▶ Task instructions
Locate the lines of the listing below that hold "dead", then copy each of them.

────────

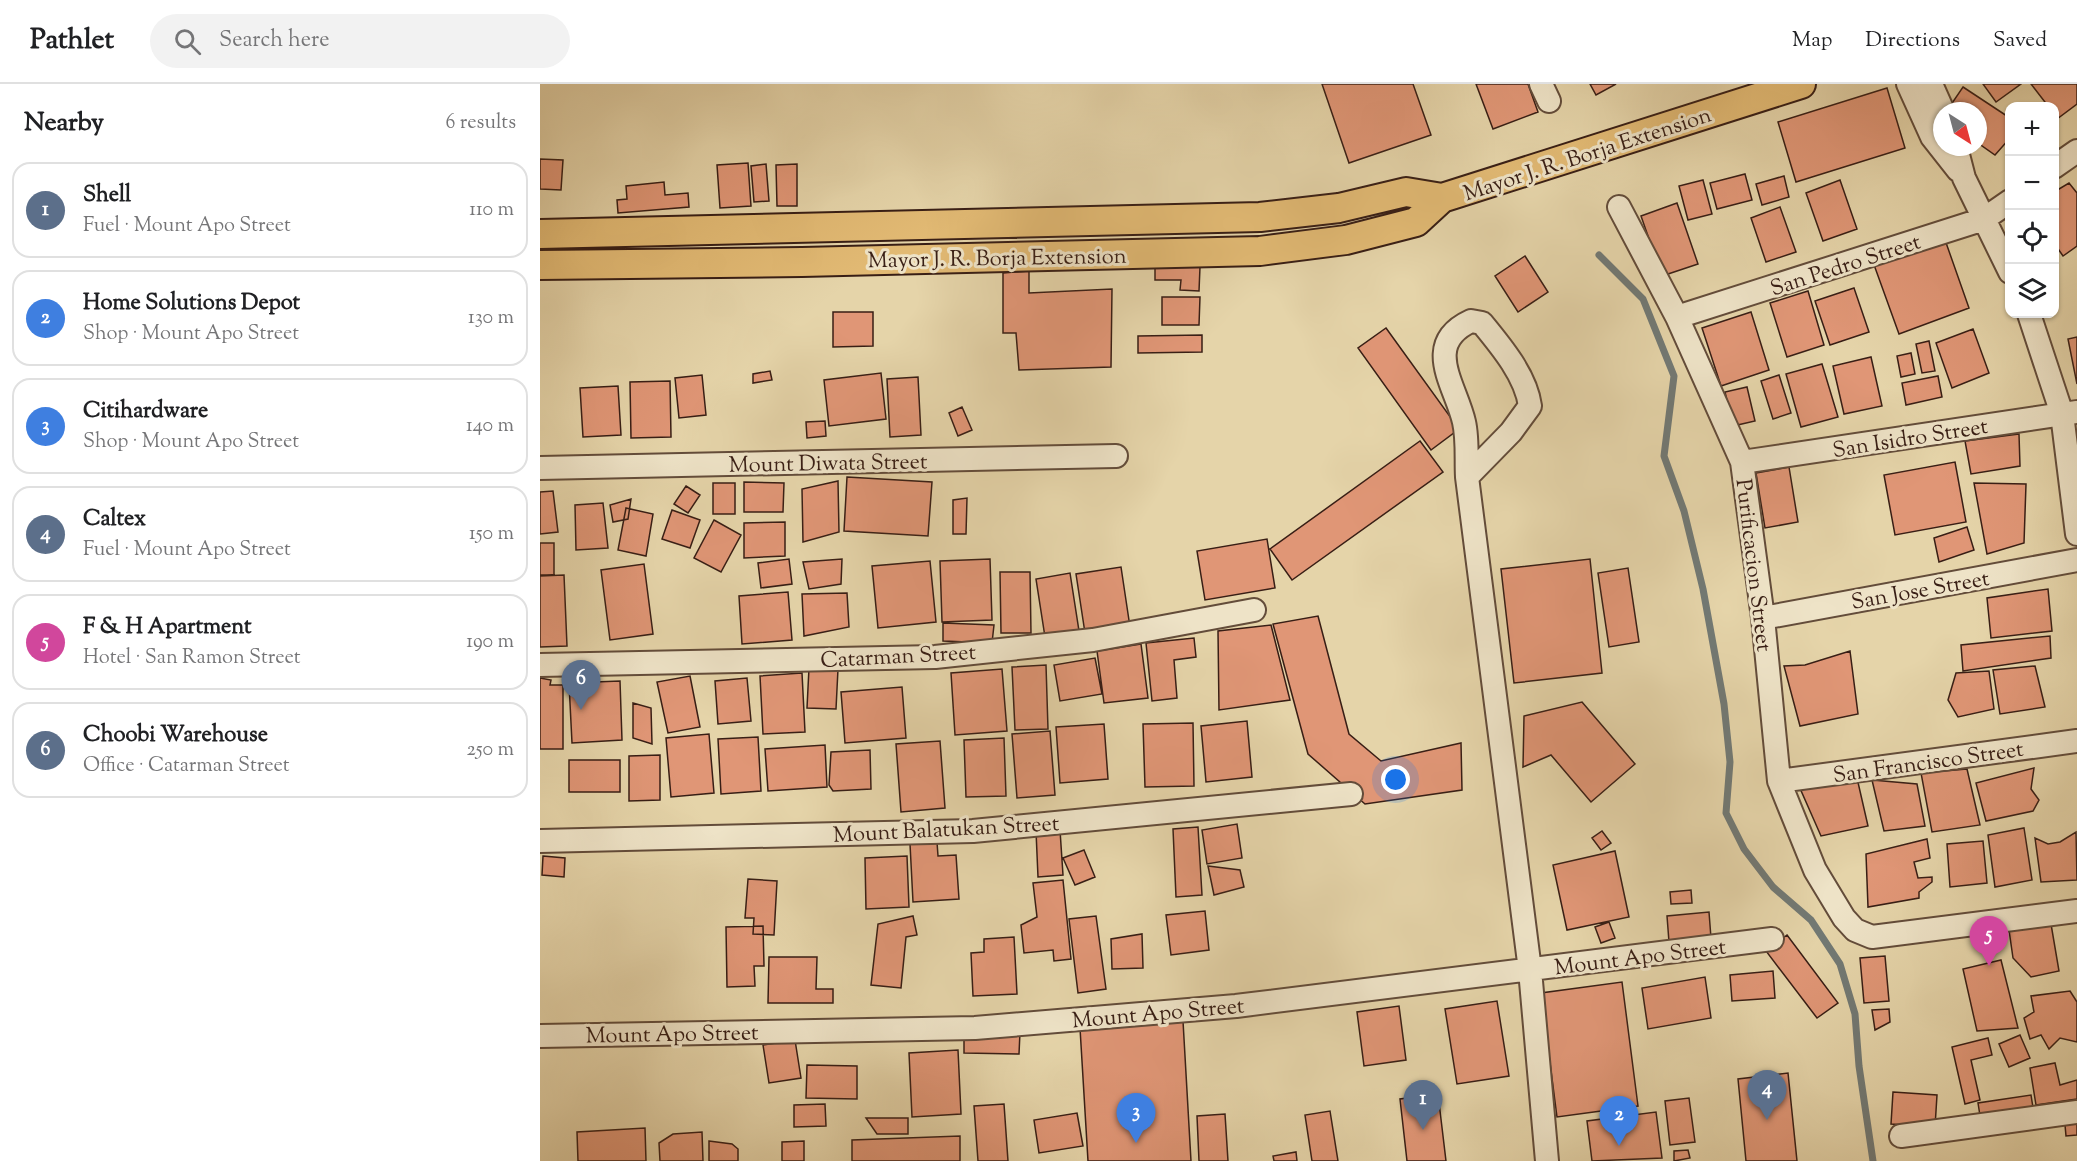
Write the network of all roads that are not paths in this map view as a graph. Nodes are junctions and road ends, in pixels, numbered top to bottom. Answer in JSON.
{"nodes":[{"id":1,"x":1801,"y":84,"type":"edge"},
{"id":2,"x":1908,"y":84,"type":"edge"},
{"id":3,"x":1931,"y":84,"type":"edge"},
{"id":4,"x":1939,"y":102,"type":"edge"},
{"id":5,"x":2077,"y":151,"type":"edge"},
{"id":6,"x":1958,"y":156,"type":"edge"},
{"id":7,"x":2059,"y":164,"type":"edge"},
{"id":8,"x":1964,"y":178,"type":"junction"},
{"id":9,"x":1454,"y":195,"type":"junction"},
{"id":10,"x":2005,"y":204,"type":"edge"},
{"id":11,"x":1619,"y":207,"type":"dead end"},
{"id":12,"x":1984,"y":219,"type":"junction"},
{"id":13,"x":1070,"y":222,"type":"junction"},
{"id":14,"x":798,"y":229,"type":"junction"},
{"id":15,"x":540,"y":234,"type":"edge"},
{"id":16,"x":1071,"y":255,"type":"junction"},
{"id":17,"x":802,"y":262,"type":"junction"},
{"id":18,"x":2006,"y":264,"type":"edge"},
{"id":19,"x":540,"y":265,"type":"edge"},
{"id":20,"x":1677,"y":317,"type":"junction"},
{"id":21,"x":2031,"y":318,"type":"edge"},
{"id":22,"x":2070,"y":413,"type":"edge"},
{"id":23,"x":1116,"y":456,"type":"dead end"},
{"id":24,"x":1742,"y":462,"type":"junction"},
{"id":25,"x":540,"y":468,"type":"edge"},
{"id":26,"x":1467,"y":477,"type":"junction"},
{"id":27,"x":2077,"y":534,"type":"edge"},
{"id":28,"x":2077,"y":560,"type":"edge"},
{"id":29,"x":1254,"y":610,"type":"dead end"},
{"id":30,"x":1763,"y":618,"type":"junction"},
{"id":31,"x":540,"y":665,"type":"edge"},
{"id":32,"x":2077,"y":741,"type":"edge"},
{"id":33,"x":1779,"y":781,"type":"junction"},
{"id":34,"x":1351,"y":794,"type":"dead end"},
{"id":35,"x":540,"y":841,"type":"edge"},
{"id":36,"x":2077,"y":911,"type":"edge"},
{"id":37,"x":1772,"y":939,"type":"dead end"},
{"id":38,"x":1530,"y":970,"type":"junction"},
{"id":39,"x":540,"y":1036,"type":"edge"},
{"id":40,"x":2077,"y":1112,"type":"edge"},
{"id":41,"x":1901,"y":1136,"type":"dead end"},
{"id":42,"x":1547,"y":1161,"type":"edge"}],
"edges":[{"from":1,"to":9,"type":"main road","name":"Mayor J. R. Borja Extension"},
{"from":2,"to":8,"type":"street"},
{"from":3,"to":4,"type":"street"},
{"from":5,"to":7,"type":"street"},
{"from":6,"to":8,"type":"street"},
{"from":8,"to":12,"type":"street"},
{"from":9,"to":13,"type":"main road","name":"Mayor J. R. Borja Extension"},
{"from":9,"to":16,"type":"main road","name":"Mayor J. R. Borja Extension"},
{"from":10,"to":12,"type":"street","name":"San Pedro Street"},
{"from":11,"to":20,"type":"street","name":"Purificacion Street"},
{"from":12,"to":18,"type":"street"},
{"from":12,"to":20,"type":"street","name":"San Pedro Street"},
{"from":13,"to":14,"type":"main road","name":"Mayor J. R. Borja Extension"},
{"from":13,"to":16,"type":"main road"},
{"from":14,"to":15,"type":"main road","name":"Mayor J. R. Borja Extension"},
{"from":14,"to":17,"type":"main road"},
{"from":16,"to":17,"type":"main road","name":"Mayor J. R. Borja Extension"},
{"from":17,"to":19,"type":"main road","name":"Mayor J. R. Borja Extension"},
{"from":20,"to":24,"type":"street","name":"Purificacion Street"},
{"from":21,"to":22,"type":"street"},
{"from":22,"to":24,"type":"street","name":"San Isidro Street"},
{"from":22,"to":27,"type":"street"},
{"from":23,"to":25,"type":"street","name":"Mount Diwata Street"},
{"from":24,"to":30,"type":"street","name":"Purificacion Street"},
{"from":26,"to":26,"type":"street"},
{"from":26,"to":38,"type":"street"},
{"from":28,"to":30,"type":"street","name":"San Jose Street"},
{"from":29,"to":31,"type":"street","name":"Catarman Street"},
{"from":30,"to":33,"type":"street","name":"Purificacion Street"},
{"from":32,"to":33,"type":"street","name":"San Francisco Street"},
{"from":33,"to":36,"type":"street","name":"Purificacion Street"},
{"from":34,"to":35,"type":"street","name":"Mount Balatukan Street"},
{"from":37,"to":38,"type":"street","name":"Mount Apo Street"},
{"from":38,"to":39,"type":"street","name":"Mount Apo Street"},
{"from":38,"to":42,"type":"street"},
{"from":40,"to":41,"type":"street"}]}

────────

▶ Answer section
{"id":11,"x":1619,"y":207,"type":"dead end"},
{"id":23,"x":1116,"y":456,"type":"dead end"},
{"id":29,"x":1254,"y":610,"type":"dead end"},
{"id":34,"x":1351,"y":794,"type":"dead end"},
{"id":37,"x":1772,"y":939,"type":"dead end"},
{"id":41,"x":1901,"y":1136,"type":"dead end"},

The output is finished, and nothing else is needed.